Supplied material =>
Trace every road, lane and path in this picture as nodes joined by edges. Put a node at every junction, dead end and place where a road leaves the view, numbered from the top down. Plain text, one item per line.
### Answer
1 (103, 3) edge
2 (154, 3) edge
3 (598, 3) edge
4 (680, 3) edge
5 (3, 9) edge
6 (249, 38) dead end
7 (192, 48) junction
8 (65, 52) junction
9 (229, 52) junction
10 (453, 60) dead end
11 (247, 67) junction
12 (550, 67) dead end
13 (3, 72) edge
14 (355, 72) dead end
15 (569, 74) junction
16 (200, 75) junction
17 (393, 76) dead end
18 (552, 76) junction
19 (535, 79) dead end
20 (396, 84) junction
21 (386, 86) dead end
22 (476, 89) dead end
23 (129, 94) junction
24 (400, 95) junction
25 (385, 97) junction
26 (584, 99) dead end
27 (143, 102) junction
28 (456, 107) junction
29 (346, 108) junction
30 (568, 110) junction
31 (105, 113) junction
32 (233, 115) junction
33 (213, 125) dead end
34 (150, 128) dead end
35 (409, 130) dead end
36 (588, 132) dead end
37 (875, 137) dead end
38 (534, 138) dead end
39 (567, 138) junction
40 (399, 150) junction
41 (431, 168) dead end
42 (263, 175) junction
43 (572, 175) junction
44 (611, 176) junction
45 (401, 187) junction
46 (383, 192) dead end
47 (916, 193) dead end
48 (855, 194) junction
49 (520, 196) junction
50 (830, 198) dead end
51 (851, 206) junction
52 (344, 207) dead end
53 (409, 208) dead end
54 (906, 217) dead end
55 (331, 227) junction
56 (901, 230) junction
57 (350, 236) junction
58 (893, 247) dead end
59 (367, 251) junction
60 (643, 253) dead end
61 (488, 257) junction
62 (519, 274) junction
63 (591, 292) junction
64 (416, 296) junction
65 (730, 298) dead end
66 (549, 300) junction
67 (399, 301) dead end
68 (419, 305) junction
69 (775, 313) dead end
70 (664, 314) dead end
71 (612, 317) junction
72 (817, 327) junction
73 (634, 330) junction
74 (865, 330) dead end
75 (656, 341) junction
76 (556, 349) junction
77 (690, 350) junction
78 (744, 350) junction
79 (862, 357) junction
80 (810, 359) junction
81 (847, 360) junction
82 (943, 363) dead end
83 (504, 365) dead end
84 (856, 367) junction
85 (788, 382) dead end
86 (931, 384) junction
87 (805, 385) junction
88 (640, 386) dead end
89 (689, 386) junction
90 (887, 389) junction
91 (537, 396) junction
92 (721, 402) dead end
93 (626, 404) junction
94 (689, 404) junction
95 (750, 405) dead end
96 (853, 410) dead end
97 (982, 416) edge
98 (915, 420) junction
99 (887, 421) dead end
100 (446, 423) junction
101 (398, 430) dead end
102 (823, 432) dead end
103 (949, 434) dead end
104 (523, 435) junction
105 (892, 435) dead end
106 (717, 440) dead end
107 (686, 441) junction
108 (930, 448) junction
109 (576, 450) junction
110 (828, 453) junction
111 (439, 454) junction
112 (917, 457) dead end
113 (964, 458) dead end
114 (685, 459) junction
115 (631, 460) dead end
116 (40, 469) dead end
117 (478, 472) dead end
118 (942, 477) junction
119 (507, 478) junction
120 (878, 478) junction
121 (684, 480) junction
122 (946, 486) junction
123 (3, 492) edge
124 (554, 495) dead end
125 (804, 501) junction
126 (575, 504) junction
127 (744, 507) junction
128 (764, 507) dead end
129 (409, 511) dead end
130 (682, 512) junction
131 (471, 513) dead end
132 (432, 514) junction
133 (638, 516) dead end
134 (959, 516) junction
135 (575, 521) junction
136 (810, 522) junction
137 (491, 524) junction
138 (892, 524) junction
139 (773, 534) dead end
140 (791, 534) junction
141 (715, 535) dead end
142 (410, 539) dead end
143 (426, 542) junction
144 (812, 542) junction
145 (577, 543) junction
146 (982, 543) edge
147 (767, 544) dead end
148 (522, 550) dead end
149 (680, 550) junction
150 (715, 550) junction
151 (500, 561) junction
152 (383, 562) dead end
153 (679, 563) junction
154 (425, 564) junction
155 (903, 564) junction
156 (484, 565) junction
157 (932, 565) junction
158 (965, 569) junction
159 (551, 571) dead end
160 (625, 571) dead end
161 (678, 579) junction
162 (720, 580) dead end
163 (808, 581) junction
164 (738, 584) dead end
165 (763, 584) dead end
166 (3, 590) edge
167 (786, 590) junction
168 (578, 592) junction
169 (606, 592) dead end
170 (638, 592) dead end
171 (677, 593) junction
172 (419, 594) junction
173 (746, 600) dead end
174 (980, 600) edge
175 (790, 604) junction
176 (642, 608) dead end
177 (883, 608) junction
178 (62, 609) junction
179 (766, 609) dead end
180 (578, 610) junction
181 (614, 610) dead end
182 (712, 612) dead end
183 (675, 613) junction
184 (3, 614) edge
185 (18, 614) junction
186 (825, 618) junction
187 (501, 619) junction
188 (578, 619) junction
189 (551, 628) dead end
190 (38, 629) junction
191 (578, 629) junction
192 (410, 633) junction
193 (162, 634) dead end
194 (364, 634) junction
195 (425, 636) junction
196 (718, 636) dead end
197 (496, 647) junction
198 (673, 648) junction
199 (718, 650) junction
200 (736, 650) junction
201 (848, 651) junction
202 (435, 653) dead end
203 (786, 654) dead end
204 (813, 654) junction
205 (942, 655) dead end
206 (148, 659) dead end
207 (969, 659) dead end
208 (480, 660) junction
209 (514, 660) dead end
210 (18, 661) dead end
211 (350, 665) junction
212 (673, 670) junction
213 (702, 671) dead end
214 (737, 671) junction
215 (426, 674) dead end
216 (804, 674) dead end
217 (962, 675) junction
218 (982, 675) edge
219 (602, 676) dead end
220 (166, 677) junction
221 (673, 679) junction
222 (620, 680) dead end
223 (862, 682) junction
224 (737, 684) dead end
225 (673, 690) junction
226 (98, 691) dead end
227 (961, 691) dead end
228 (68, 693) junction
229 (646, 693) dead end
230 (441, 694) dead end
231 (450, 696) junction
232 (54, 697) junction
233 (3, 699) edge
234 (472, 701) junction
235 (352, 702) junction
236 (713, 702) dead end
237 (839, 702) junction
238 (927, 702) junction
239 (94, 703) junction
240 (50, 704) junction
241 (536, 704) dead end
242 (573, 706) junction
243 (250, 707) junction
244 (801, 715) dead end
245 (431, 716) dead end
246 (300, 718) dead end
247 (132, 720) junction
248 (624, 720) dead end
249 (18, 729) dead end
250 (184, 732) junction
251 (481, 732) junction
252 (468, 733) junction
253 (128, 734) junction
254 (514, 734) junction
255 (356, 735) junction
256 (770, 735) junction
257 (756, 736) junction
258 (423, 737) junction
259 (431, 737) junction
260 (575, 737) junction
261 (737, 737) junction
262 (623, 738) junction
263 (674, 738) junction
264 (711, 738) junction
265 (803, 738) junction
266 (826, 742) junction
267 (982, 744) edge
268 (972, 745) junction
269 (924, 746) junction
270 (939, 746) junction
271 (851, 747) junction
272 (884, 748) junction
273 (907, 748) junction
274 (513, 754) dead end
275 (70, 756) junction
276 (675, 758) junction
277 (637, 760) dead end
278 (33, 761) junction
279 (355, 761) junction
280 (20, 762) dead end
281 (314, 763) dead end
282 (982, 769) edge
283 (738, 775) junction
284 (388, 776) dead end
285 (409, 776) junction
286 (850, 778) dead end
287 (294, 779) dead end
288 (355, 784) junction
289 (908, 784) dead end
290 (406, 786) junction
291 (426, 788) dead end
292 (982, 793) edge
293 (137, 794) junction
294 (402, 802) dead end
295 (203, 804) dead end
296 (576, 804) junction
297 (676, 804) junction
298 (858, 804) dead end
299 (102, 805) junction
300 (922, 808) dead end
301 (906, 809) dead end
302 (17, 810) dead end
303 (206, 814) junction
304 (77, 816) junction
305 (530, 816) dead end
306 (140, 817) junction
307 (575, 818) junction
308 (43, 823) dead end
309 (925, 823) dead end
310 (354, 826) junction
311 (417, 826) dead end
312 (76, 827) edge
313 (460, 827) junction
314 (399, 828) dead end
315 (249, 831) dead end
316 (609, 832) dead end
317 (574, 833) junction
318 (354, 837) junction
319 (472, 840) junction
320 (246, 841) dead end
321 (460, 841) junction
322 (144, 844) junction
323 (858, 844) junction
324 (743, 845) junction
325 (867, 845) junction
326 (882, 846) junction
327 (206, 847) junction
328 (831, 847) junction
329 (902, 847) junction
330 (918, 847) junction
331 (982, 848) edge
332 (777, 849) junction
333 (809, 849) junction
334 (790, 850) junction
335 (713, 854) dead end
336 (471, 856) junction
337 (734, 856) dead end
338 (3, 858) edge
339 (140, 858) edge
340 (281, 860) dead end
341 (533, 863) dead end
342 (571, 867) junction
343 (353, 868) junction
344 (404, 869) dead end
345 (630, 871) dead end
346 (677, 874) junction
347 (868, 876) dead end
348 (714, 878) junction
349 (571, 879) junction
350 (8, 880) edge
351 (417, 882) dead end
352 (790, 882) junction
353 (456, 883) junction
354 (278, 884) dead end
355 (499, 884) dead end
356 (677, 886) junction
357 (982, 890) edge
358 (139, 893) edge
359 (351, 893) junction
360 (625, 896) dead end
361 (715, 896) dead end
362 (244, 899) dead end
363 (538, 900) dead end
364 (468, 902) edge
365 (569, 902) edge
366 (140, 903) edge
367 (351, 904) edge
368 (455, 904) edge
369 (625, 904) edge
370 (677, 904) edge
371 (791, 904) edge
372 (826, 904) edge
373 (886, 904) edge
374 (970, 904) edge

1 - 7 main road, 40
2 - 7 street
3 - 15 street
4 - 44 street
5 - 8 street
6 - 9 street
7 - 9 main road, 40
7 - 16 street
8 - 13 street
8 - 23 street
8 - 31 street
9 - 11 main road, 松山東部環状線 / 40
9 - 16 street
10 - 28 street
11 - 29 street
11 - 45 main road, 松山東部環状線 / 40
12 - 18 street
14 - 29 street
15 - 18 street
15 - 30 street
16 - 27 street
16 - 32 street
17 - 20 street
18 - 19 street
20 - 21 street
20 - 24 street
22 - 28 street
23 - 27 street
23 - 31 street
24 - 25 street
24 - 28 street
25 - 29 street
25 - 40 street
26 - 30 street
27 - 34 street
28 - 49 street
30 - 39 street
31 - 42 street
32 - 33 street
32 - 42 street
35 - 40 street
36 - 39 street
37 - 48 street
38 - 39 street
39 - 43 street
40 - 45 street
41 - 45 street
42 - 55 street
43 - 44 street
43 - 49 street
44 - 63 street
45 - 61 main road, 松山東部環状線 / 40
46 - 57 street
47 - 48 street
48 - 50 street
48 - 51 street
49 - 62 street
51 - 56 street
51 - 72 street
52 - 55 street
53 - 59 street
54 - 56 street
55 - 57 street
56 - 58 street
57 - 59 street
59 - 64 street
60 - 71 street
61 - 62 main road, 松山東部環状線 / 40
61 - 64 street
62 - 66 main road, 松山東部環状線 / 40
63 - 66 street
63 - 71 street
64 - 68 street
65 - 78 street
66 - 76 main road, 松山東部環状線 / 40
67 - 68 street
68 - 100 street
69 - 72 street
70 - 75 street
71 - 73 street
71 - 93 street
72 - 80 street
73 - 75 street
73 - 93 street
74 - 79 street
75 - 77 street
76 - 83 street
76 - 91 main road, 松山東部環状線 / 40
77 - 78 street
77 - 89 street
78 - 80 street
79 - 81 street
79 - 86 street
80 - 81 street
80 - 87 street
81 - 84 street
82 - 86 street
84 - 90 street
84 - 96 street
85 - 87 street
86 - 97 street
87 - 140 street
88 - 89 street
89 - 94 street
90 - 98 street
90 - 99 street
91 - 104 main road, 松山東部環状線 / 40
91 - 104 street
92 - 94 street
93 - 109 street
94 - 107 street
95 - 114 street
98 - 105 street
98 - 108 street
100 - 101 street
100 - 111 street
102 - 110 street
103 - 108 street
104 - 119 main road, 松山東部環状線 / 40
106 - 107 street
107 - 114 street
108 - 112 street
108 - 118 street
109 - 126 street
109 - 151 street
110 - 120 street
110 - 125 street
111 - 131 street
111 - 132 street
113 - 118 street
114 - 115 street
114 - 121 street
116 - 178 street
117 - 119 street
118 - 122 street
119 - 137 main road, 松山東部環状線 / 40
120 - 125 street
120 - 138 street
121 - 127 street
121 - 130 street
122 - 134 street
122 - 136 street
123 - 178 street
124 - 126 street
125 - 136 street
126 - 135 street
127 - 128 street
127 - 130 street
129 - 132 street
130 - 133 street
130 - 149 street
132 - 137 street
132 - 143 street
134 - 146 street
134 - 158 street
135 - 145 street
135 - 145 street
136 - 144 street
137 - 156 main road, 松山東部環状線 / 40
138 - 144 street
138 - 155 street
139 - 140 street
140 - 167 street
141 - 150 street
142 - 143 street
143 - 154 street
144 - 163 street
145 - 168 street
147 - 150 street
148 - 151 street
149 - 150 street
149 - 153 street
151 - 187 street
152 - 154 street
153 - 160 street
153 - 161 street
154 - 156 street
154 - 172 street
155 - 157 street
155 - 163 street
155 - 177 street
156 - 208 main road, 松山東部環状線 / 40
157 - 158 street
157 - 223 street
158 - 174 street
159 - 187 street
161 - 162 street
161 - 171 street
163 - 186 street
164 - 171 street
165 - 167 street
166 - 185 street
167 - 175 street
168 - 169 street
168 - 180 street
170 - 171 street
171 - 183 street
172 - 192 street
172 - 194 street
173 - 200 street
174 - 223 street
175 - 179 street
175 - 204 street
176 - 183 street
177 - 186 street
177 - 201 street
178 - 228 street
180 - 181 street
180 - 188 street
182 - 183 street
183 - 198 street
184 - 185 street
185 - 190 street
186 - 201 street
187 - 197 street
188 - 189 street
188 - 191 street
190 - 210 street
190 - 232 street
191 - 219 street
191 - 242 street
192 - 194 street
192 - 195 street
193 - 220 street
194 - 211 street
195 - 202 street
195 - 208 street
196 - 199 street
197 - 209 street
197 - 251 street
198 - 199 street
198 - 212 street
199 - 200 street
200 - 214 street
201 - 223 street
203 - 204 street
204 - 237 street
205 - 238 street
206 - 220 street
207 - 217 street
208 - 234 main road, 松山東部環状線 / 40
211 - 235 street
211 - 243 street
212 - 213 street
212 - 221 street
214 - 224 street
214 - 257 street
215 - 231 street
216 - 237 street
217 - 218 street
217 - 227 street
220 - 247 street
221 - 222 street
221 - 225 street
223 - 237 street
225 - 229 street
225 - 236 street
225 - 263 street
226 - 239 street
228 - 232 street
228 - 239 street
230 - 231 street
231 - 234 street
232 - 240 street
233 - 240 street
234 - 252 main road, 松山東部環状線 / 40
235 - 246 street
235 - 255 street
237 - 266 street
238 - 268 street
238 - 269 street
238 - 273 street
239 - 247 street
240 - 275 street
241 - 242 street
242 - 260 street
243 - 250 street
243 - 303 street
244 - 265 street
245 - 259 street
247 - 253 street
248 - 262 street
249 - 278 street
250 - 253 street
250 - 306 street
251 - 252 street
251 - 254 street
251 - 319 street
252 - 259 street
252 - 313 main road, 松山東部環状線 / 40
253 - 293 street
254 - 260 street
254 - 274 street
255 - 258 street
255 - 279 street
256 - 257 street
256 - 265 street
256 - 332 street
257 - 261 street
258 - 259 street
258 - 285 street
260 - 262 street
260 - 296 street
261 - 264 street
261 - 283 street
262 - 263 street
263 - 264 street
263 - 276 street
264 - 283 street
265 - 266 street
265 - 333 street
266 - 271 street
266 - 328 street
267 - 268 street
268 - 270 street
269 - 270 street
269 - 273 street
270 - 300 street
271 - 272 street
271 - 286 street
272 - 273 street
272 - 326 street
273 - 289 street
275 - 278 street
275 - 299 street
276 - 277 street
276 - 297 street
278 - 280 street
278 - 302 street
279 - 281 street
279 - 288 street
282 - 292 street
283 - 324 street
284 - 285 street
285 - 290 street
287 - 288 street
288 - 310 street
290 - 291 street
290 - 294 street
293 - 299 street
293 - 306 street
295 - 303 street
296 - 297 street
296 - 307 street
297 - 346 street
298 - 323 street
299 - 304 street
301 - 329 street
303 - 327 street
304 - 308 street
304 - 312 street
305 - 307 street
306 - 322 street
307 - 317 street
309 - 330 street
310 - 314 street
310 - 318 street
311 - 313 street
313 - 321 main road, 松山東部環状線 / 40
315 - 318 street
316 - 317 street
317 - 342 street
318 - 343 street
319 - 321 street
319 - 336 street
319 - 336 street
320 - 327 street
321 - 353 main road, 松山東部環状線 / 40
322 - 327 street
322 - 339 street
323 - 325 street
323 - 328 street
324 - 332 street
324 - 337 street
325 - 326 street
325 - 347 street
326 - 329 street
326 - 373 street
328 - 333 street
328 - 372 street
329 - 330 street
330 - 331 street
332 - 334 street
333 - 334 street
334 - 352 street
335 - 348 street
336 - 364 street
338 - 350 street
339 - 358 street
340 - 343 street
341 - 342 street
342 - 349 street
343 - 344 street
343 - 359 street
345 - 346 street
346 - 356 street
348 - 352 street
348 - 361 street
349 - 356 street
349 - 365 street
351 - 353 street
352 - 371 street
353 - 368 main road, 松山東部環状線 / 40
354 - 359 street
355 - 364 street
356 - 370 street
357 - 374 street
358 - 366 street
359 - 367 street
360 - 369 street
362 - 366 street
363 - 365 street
...
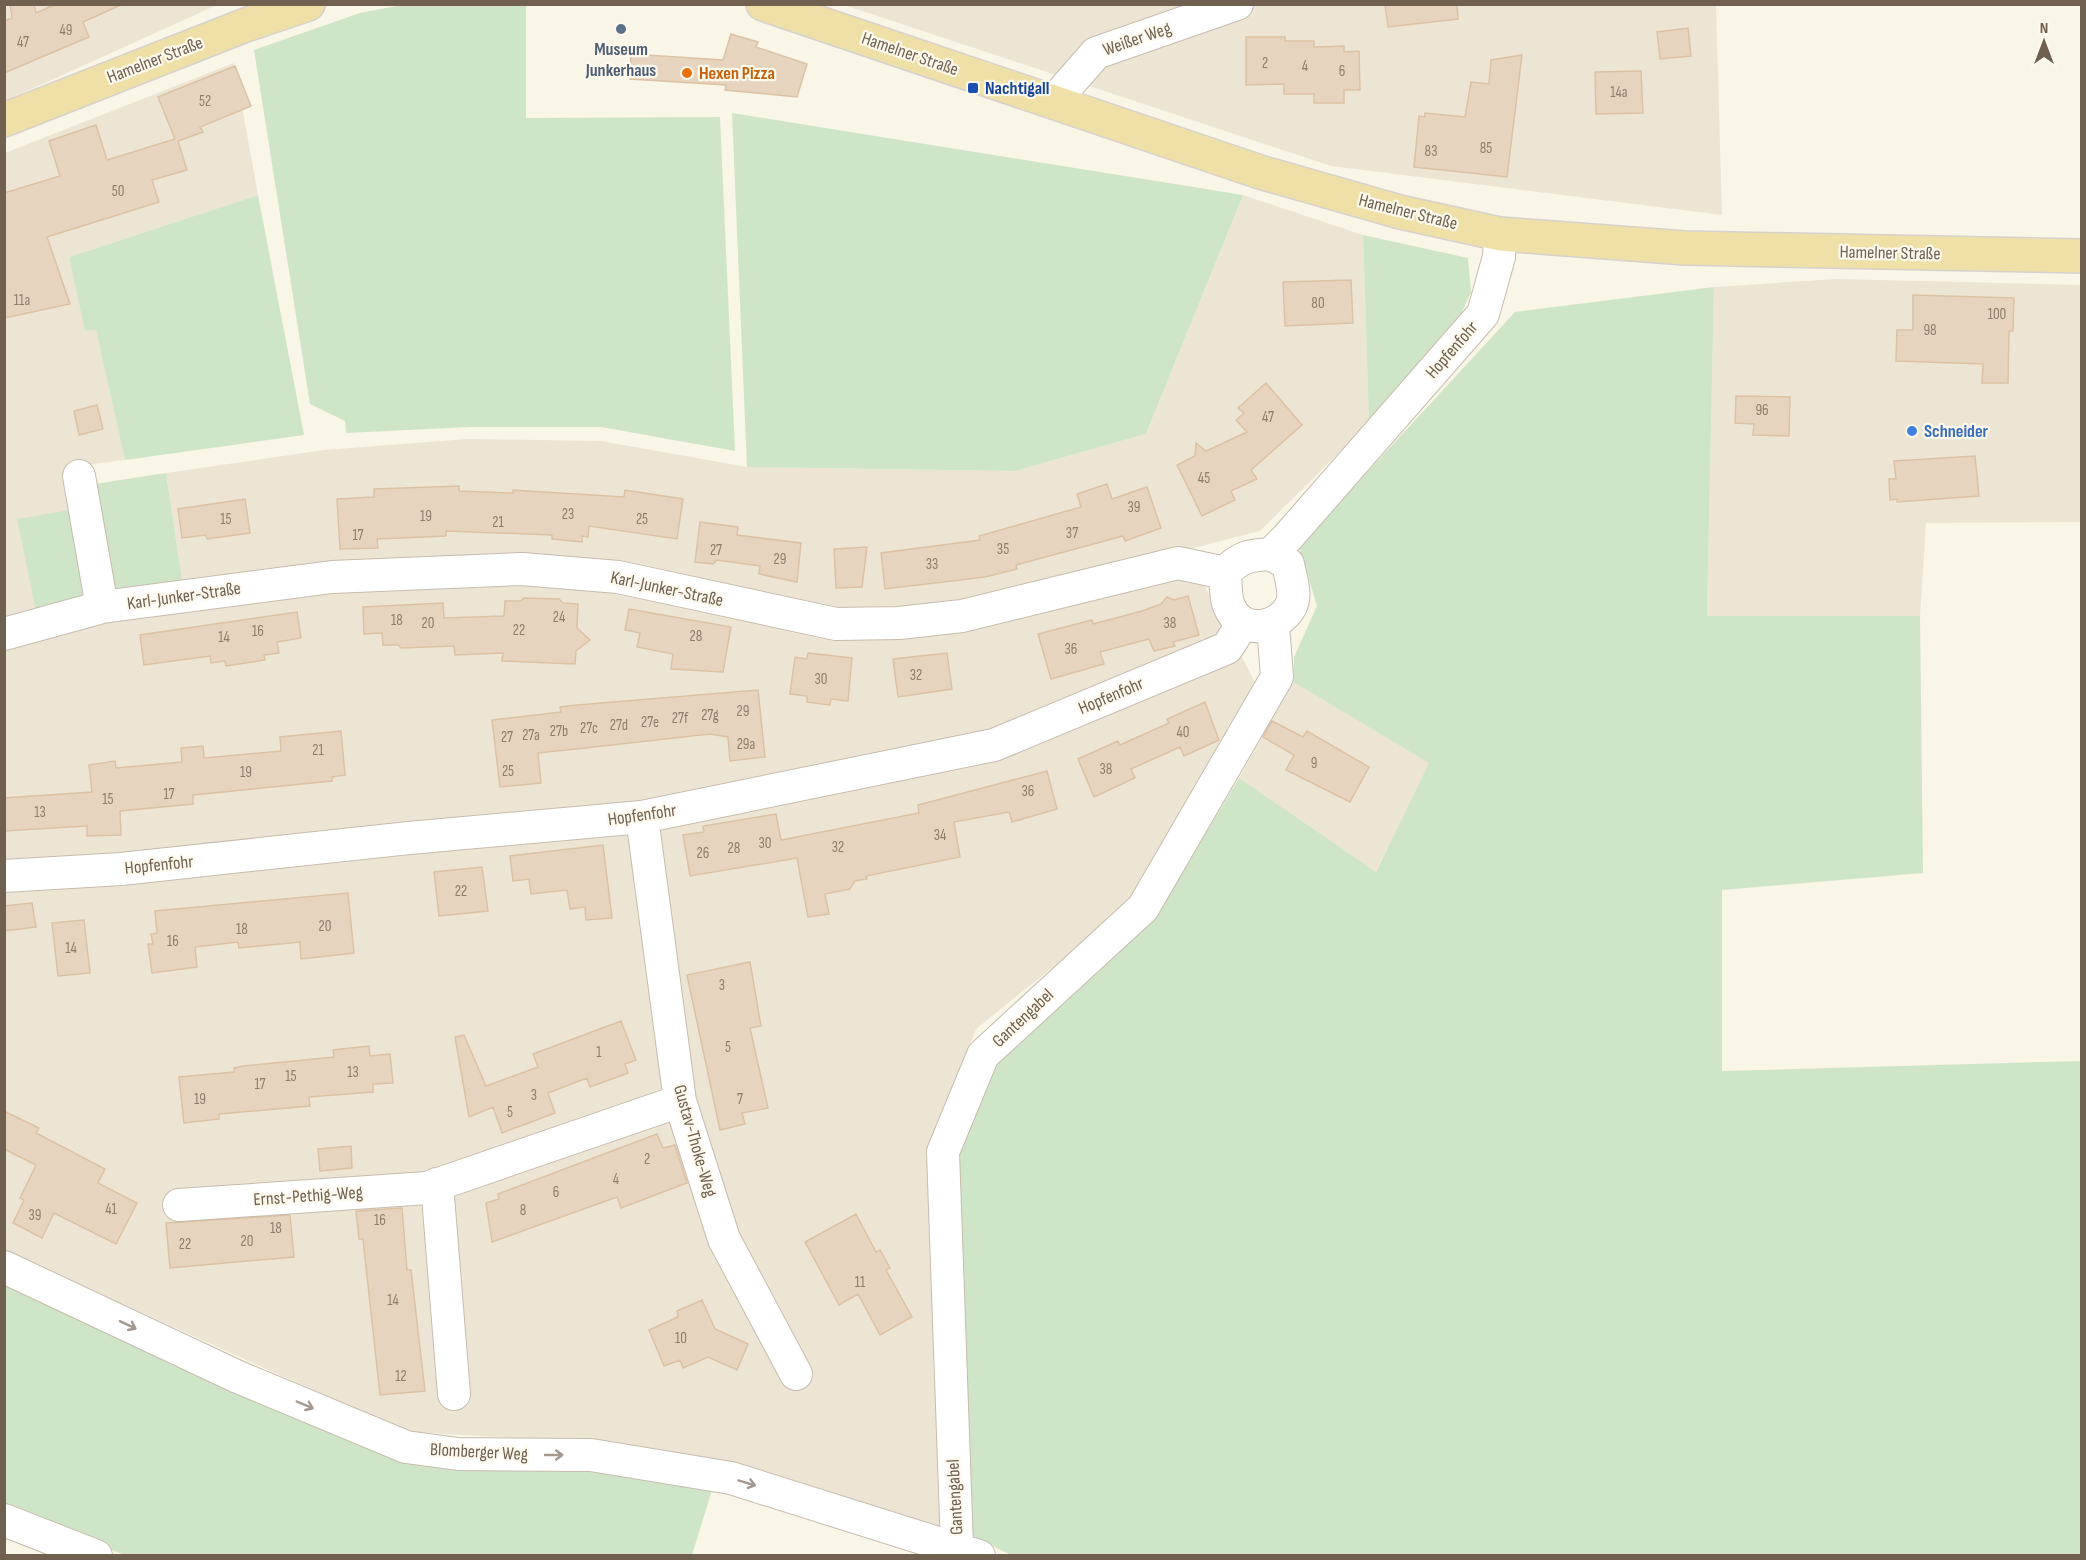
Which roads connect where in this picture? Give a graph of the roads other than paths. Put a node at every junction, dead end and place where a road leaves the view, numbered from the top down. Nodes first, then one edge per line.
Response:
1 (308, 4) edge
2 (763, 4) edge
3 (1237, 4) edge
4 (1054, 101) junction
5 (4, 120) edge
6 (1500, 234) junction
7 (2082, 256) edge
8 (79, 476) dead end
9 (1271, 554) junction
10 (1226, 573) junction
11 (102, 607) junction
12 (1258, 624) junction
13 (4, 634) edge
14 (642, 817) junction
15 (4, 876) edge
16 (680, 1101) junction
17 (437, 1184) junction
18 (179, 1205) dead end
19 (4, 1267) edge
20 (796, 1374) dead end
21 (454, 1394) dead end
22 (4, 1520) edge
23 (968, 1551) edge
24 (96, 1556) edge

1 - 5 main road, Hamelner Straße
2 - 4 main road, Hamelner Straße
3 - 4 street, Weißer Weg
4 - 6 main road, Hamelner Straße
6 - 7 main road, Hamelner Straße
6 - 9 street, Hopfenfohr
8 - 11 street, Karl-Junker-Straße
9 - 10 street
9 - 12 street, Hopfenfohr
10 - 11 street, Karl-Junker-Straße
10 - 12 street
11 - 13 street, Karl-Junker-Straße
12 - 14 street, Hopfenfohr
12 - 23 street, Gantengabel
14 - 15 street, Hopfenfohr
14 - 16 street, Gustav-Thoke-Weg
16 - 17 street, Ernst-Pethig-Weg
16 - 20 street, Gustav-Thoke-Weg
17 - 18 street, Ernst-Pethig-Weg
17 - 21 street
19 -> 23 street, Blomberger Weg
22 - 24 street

Task statement =>
Reproduce each line of the records in which "every" appears.

Response area =>
Trace every road, lane and path in this picture as nodes joined by edges. Put a node at every junction, dead end and place where a road leaves the view, numbered from the top down. Plain text, one item per line.
Which roads connect where in this picture? Give a graph of the roads other than paths. Put a node at every junction, dead end and place where a road leaves the view, numbered from the top down. Nodes first, then one edge per line.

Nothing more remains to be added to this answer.